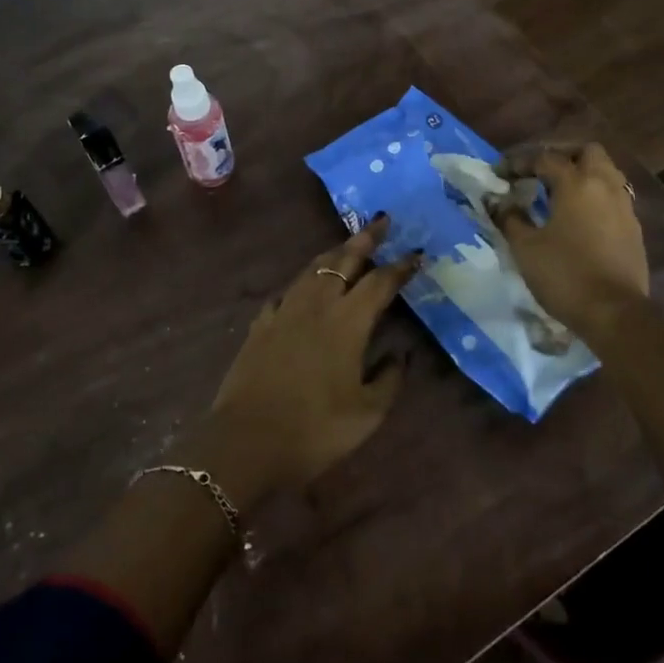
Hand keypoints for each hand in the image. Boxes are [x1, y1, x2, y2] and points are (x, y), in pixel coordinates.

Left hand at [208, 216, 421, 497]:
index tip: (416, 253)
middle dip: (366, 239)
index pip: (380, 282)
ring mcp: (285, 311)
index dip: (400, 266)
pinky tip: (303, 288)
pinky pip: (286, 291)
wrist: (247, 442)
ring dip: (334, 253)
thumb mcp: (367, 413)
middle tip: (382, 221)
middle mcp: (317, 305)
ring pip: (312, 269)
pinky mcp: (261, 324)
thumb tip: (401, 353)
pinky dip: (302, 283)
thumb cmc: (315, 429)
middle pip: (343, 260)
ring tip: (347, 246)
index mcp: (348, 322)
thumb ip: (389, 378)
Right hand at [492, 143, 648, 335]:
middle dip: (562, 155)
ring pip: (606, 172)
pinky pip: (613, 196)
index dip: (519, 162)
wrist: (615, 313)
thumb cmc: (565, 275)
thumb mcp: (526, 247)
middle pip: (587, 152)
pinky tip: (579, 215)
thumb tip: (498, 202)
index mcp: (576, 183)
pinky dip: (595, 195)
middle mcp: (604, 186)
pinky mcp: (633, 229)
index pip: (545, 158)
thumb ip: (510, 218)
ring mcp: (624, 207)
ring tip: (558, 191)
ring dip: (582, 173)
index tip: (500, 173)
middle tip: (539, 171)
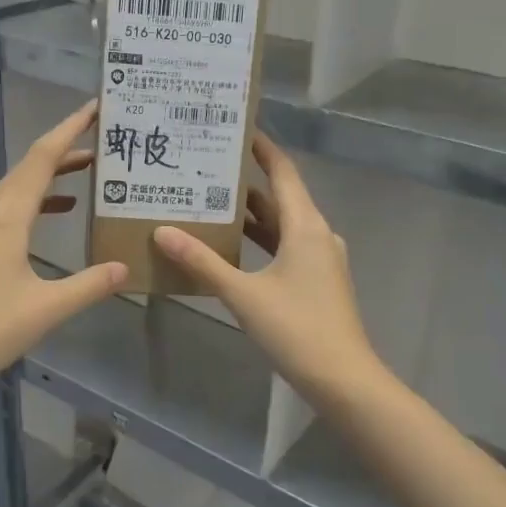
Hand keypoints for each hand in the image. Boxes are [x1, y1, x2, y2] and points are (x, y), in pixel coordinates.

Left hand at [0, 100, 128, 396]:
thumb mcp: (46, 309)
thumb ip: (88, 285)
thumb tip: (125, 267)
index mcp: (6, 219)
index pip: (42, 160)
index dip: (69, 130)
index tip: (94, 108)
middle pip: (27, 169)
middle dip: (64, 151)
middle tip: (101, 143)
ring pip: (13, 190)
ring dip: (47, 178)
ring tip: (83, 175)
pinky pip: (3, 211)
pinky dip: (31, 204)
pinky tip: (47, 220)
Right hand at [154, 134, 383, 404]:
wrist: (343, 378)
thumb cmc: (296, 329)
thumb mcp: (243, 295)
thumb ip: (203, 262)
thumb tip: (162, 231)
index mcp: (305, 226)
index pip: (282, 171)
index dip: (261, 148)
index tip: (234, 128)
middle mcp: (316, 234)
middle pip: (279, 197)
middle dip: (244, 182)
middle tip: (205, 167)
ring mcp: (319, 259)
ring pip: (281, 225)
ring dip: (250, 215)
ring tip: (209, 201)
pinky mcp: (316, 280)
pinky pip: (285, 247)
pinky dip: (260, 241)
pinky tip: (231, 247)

::::::

▸ **Assignment**:
Restate word for word the lines running from the first line of the material to the line containing "ring pip: (13, 190)", inclusive, and drop every picture.

▸ **Answer to this problem**:
Hand keypoints for each hand in the image. Boxes are [x1, y1, x2, y2] and points are (x, y), in pixel coordinates.

Left hand at [208, 216, 421, 497]:
index tip: (416, 253)
middle dip: (366, 239)
index pip: (380, 282)
ring mcp: (285, 311)
index dip: (400, 266)
pinky tip: (303, 288)
pinky pip: (286, 291)
wrist: (247, 442)
ring dip: (334, 253)
thumb mcp: (367, 413)
middle tip: (382, 221)
middle mcp: (317, 305)
ring pip: (312, 269)
pinky mcp: (261, 324)
thumb tip: (401, 353)
pinky dip: (302, 283)
thumb cmc: (315, 429)
middle pip: (343, 260)
ring tip: (347, 246)
index mcp: (348, 322)
thumb ip: (389, 378)
Right hand at [492, 143, 648, 335]:
middle dip: (562, 155)
ring pip: (606, 172)
pinky pip: (613, 196)
index dip: (519, 162)
wrist: (615, 313)
thumb cmc: (565, 275)
thumb mcp: (526, 247)
middle pip: (587, 152)
pinky tip: (579, 215)
thumb tip: (498, 202)
index mcp: (576, 183)
pinky dip: (595, 195)
middle mcp: (604, 186)
pinky mcp: (633, 229)
index pip: (545, 158)
thumb ip: (510, 218)
ring mcp: (624, 207)
ring tip: (558, 191)
ring dip: (582, 173)
index tip: (500, 173)
middle tip: (539, 171)
Hand keypoints for each hand in the image. Boxes are [x1, y1, x2, y2] and points are (x, y), in pixel coordinates.

Left hand at [0, 100, 128, 396]:
thumb mcp: (46, 309)
thumb ip: (88, 285)
thumb tip: (125, 267)
index mcp: (6, 219)
index pip: (42, 160)
index dip: (69, 130)
index tip: (94, 108)
middle pip: (27, 169)
middle dip: (64, 151)
middle tip: (101, 143)
ring pip: (13, 190)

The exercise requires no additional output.